Seihaku-ji (清白寺), is a Buddhist temple belonging to the Myōshin-ji branch of the Rinzai school of Japanese Zen Buddhism, located in the city of Yamanashi, Japan. Its main image is a statue of Shaka Nyōrai.

==History==
Seihaku-ji was founded by Ashikaga Takauji in 1333 AD to pray for peace in the nation following the destruction of the Kamakura shogunate by Ashikaga forces in the Battle of Kamakura. Its founding priests were close disciples of Musō Soseki, and the temple's construction was supported by donations raised by Engaku-ji in Kamakura. Although Erin-ji in Kōshū was founded in 1330 by Musō Soseki himself, Saihaku-ji grew to become the leading temple of the Musō school in Kai Province during the Muromachi period. It transferred its allegiance to Kenchō-ji in Kamakura during the Muromachi period, and to Myōshin-ji in the early Edo period.

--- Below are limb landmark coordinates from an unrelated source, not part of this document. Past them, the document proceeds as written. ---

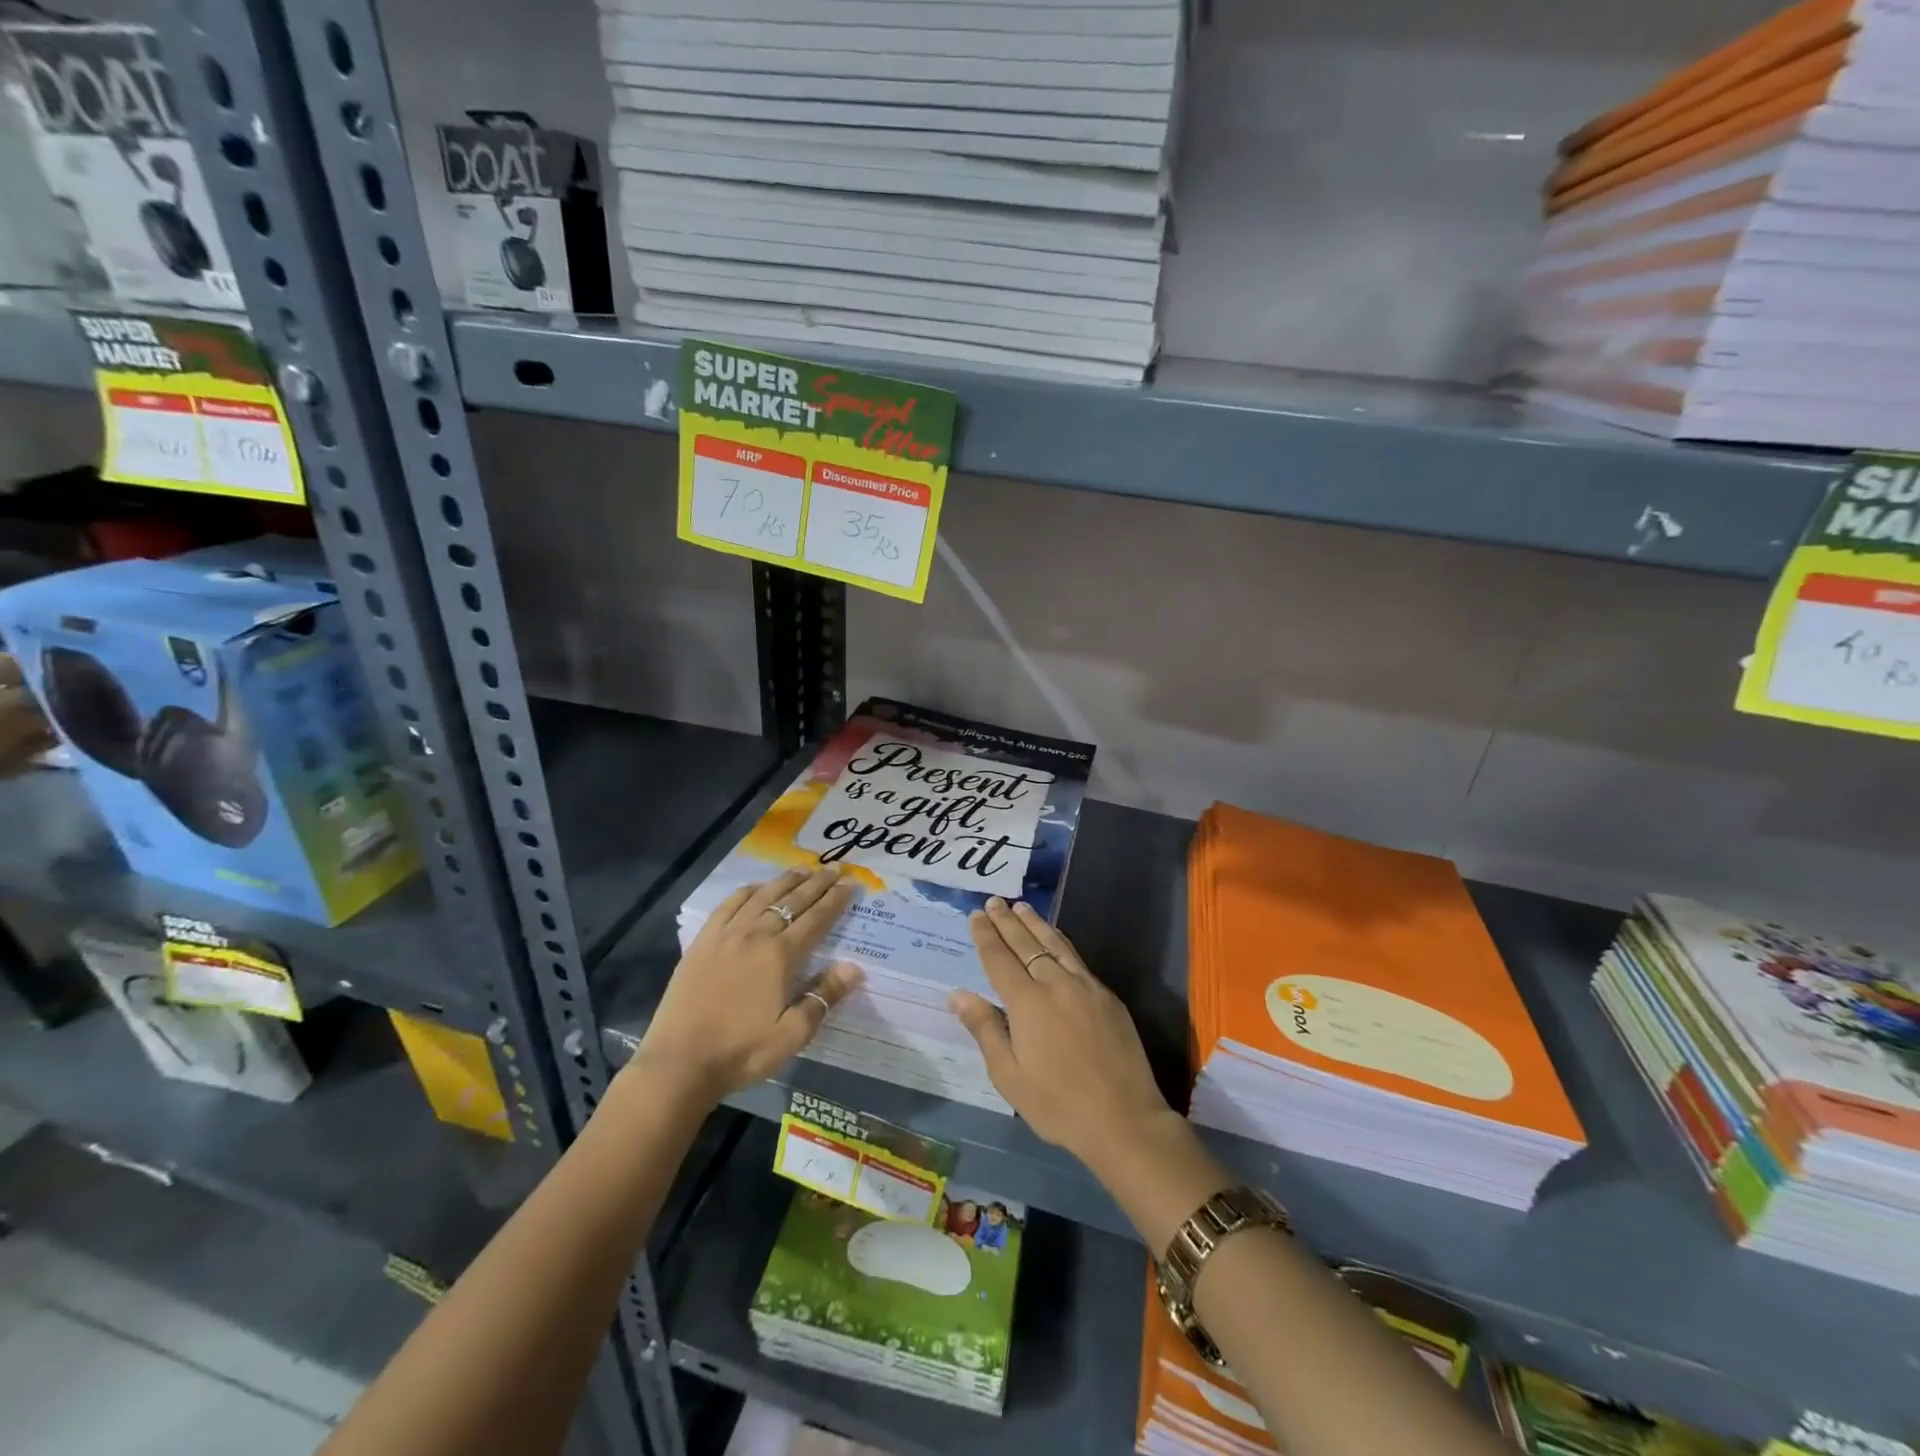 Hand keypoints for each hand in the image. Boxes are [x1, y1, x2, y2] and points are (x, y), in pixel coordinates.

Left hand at [634, 866, 862, 1102]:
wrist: (679, 1063)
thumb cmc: (742, 1051)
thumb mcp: (792, 1034)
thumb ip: (824, 997)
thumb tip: (854, 967)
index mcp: (780, 956)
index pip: (817, 919)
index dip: (836, 900)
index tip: (851, 883)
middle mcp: (755, 935)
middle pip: (792, 901)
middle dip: (817, 883)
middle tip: (835, 867)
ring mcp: (726, 935)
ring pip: (762, 897)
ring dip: (786, 880)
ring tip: (804, 869)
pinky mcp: (702, 942)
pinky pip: (729, 905)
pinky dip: (747, 891)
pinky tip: (757, 887)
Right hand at [950, 897, 1172, 1169]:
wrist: (1124, 1119)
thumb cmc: (1058, 1104)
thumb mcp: (1009, 1076)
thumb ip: (985, 1029)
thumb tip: (958, 994)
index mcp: (1027, 1003)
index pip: (1000, 959)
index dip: (986, 936)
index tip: (976, 915)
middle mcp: (1055, 984)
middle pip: (1026, 944)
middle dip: (1007, 922)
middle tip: (994, 901)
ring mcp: (1086, 987)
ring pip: (1055, 944)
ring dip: (1036, 924)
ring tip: (1022, 907)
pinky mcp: (1107, 996)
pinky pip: (1077, 958)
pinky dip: (1061, 941)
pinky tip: (1056, 939)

Most of the temple burned down in 1682, with the exception of the Butsuden.

==Cultural properties==

===National Treasures===
====Seihaku-ji Butsuden====
The Butsuden (仏殿) at Seihaku-ji was built in 1415. It is a 3x3 bay irimoya-zukuri structure with mokoshi, and was designated a National Treasure in 1955. Its precise construction date was learned from items found during dismantling for repairs in 1917. Its ranma (欄間) was damaged by the 2011 Tōhoku earthquake.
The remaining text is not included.